Work experience represents a key way of obtaining entry to the profession for those without access to the traditional ‘networks’, however it seems likely that a general recruitment bias towards graduates from the pre-1992 university sector is replicated in the allocation of placements.
Existing literature (Goffman, 1957; Morley 2007) highlights the importance of being able to demonstrate a convincing professional identity for those seeking access to the profession. In part, this may be a paper exercise – does the applicant possess the correct credentials? However, even on an application form, students are expected to be able to structure a convincing narrative of their fit for the firm. Within the vacation placement itself, understandings of appropriate behaviour or professional interactions may be even less obvious – particularly to those without prior experience of the legal profession.
As well as being one of the main gateways to the profession, work experience also represents the beginning of the process of learning how to acquire a professional identity. For many law students it is their first encounter with the reality of legal employment and culture, an initiation into ‘becoming a lawyer’.
Project aims
Up to now there has been no research into the key role played by work experience in mediating access to the profession and reproducing professional identity, or into the ways in which greater understanding of the profession’s expectations might enhance law students’ future employability.
This two year project aims to:
- explore the processes of legal work experience – how it is obtained, how students experience it and how employers ‘manage’ it
- review different teaching and learning strategies designed to enhance students’ understanding of the profession
- develop theoretical understandings of the processes of professional socialisation
- contribute to debates surrounding the effectiveness of either ‘embedding’ such specific employability skills across the curricula and/or in PDP activities, or in standalone credit carrying modules
- organise a one-day workshop to share best practice within legal education and the profession
- develop from the research data, module and PDP evaluation, and workshop a series of web resources to support employability strategies within law schools
Methodology
The research combined survey methods with qualitative work in two research populations – LLB students (at two contrasting institutions) and legal (private practice) employers. The students completed a follow up questionnaire at the beginning of their 3rd year,and a smaller number participated in focus groups to explore the developing themes.
The following questions were investigated in the first year:
- the procedures and criteria used by firms (particularly those in the corporate sector) in offering work placements
- how firms structure the placement; for instance, the rationale for ‘sugar-coating’ the experience
- students’ experiences of placements, including variables which affect how the embryonic process of professional socialisation is experienced and the effects of the intense competition for traineeships – how well do students feel their legal education has equipped them for securing work experience?

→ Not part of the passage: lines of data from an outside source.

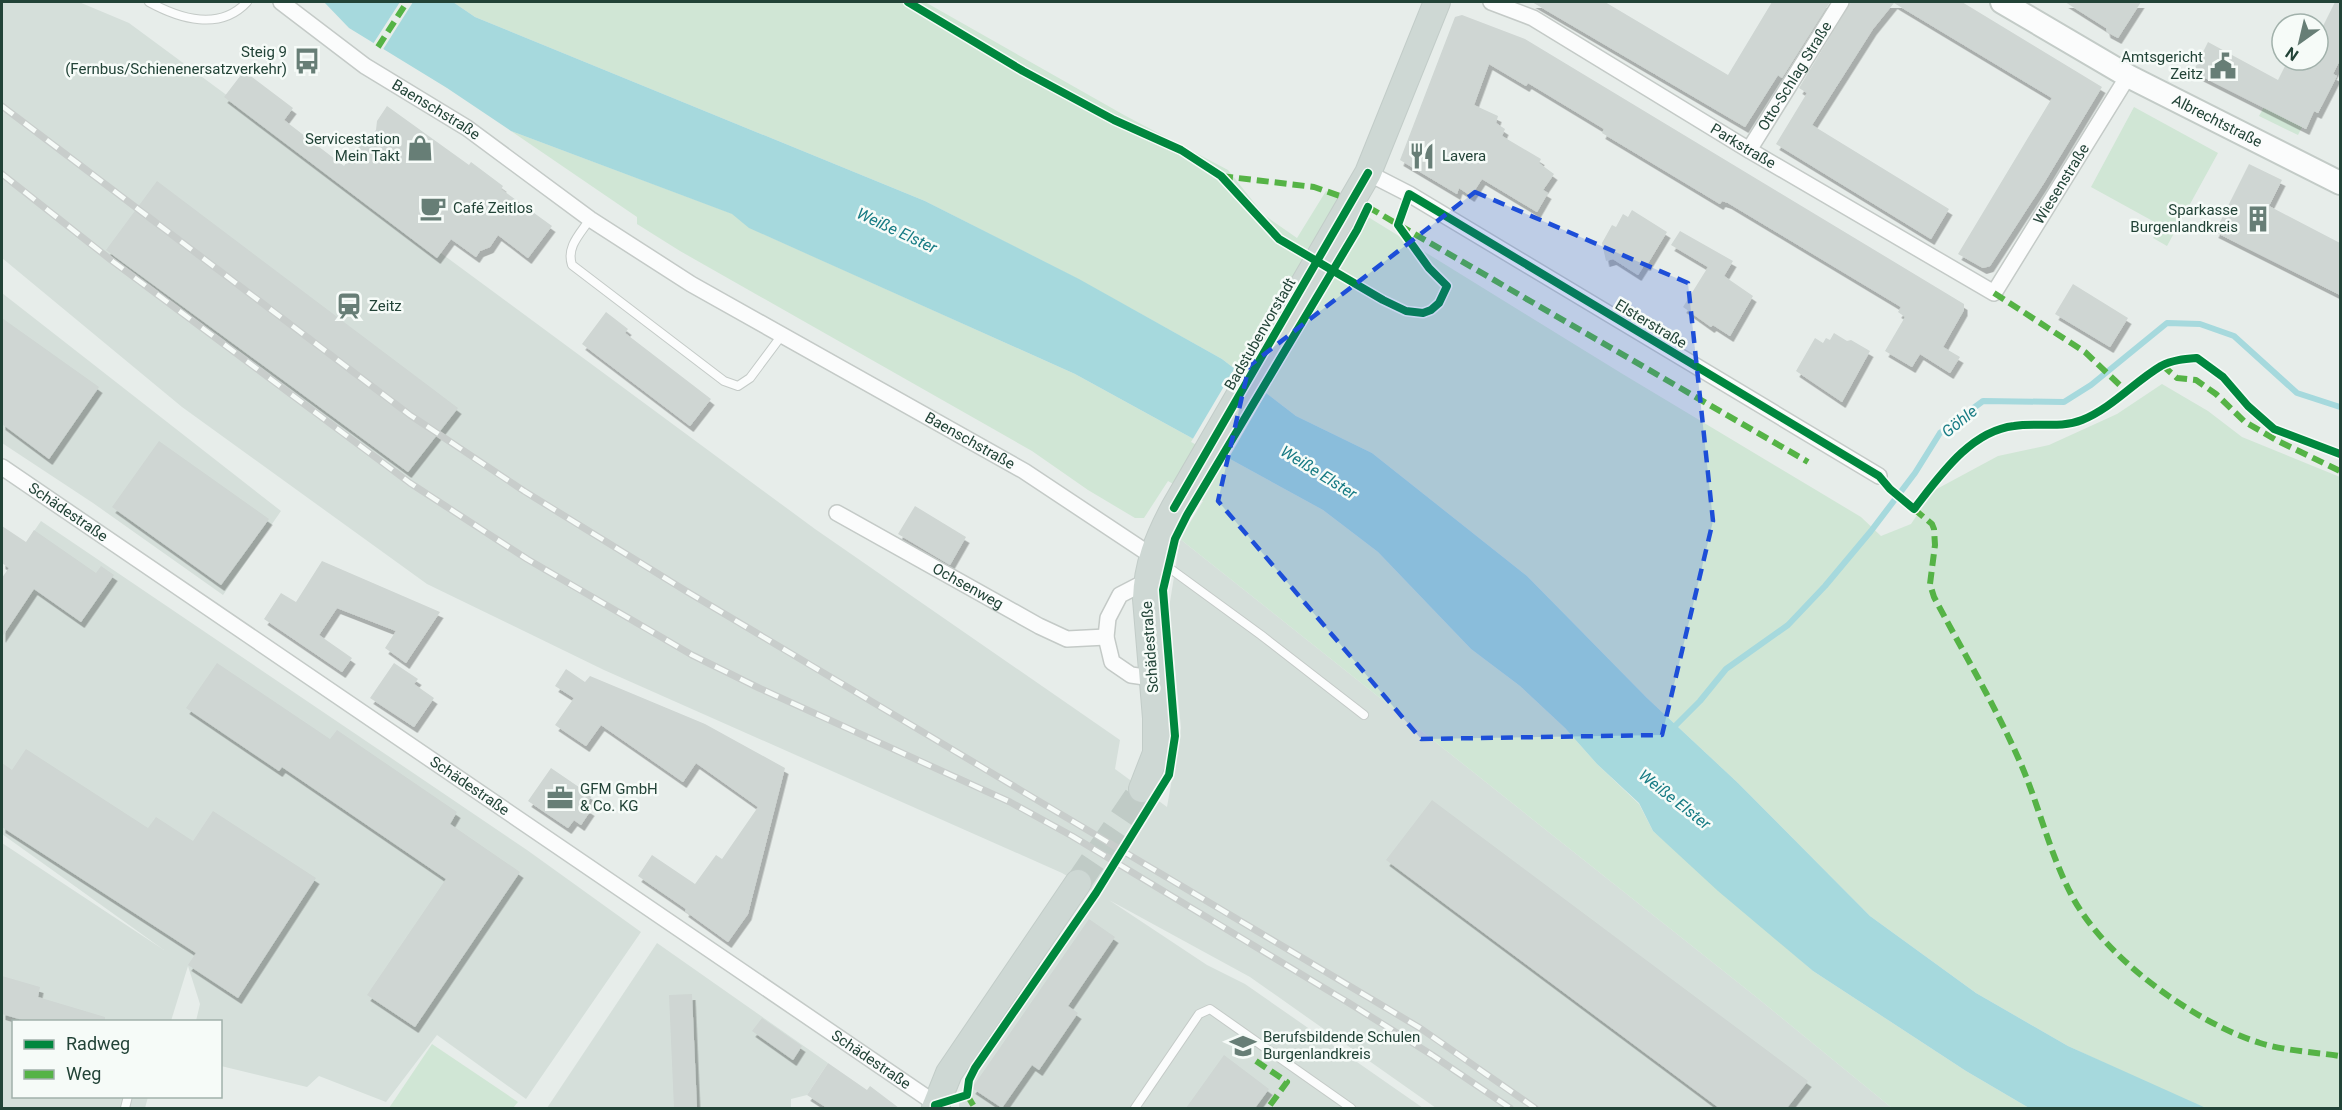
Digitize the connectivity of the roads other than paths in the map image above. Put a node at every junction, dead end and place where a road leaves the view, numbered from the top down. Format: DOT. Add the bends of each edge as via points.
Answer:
graph roads {
  1 [pos="149,2"];
  2 [pos="247,2"];
  3 [pos="281,2"];
  4 [pos="1437,2"];
  5 [pos="1491,2"];
  6 [pos="1841,2"];
  7 [pos="2002,2"];
  8 [pos="2128,76"];
  9 [pos="1749,150"];
  10 [pos="1368,173"];
  11 [pos="2339,177"];
  12 [pos="590,219"];
  13 [pos="1994,293"];
  14 [pos="782,336"];
  15 [pos="2,467"];
  16 [pos="1879,476"];
  17 [pos="1174,508"];
  18 [pos="837,513"];
  19 [pos="1152,556"];
  20 [pos="1147,581"];
  21 [pos="1106,637"];
  22 [pos="1152,678"];
  23 [pos="1364,715"];
  24 [pos="1142,789"];
  25 [pos="1078,883"];
  26 [pos="937,1107"];
  27 [pos="1135,1108"];
  28 [pos="1351,1108"];
  1 -- 2 [label="lane" via="209,20 231,15"];
  3 -- 12 [label="street, Baenschstraße" via="365,66 467,128"];
  4 -- 10 [label="main road, Badstubenvorstadt"];
  5 -- 9 [label="street, Parkstraße" via="1533,18"];
  6 -- 9 [label="street, Otto-Schlag Straße"];
  7 -- 8 [label="main road, Albrechtstraße"];
  8 -- 11 [label="main road, Albrechtstraße"];
  8 -- 13 [label="street, Wiesenstraße"];
  9 -- 13 [label="street, Parkstraße"];
  10 -- 16 [label="street, Elsterstraße"];
  10 -- 17 [label="main road, Badstubenvorstadt"];
  12 -- 14 [label="street, Baenschstraße"];
  12 -- 14 [label="lane" via="571,248 572,266 724,381 738,386 750,378"];
  14 -- 19 [label="street, Baenschstraße" via="1024,471"];
  15 -- 26 [label="street, Schädestraße"];
  17 -- 19 [label="main road, Schädestraße"];
  18 -- 21 [label="street, Ochsenweg" via="1067,639"];
  19 -- 20 [label="main road, Schädestraße"];
  19 -- 23 [label="lane"];
  20 -- 21 [label="street" via="1120,595 1108,618"];
  20 -- 22 [label="main road, Schädestraße"];
  21 -- 22 [label="street" via="1112,662 1131,675"];
  22 -- 24 [label="main road, Schädestraße" via="1156,753"];
  25 -- 26 [label="main road, Schädestraße" via="949,1073"];
  27 -- 28 [label="lane" via="1199,1014 1210,1009"];
}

- the rationales offered by firms in selecting placement students as trainees – interpretations of merit, etc
- the role of placements in impeding, or assisting in, progress towards a diverse and equitable profession
- the ways in which knowledge of the profession’s recruitment processes can be embedded within teaching and learning activities – what factors are likely to shape direct employer engagement in the undergraduate curriculum?
In the second year of the project, the two cohorts of students will be tracked into their third year. Questionnaire surveys will be conducted with both cohorts towards the end of the first semester of their third year. This survey will be used to explore more effectively the link between socio-economic background and formal vacation placements and the links between informal and formal periods of work experience. Follow up focus groups will be conducted, to explore the processes of work placements in more detail.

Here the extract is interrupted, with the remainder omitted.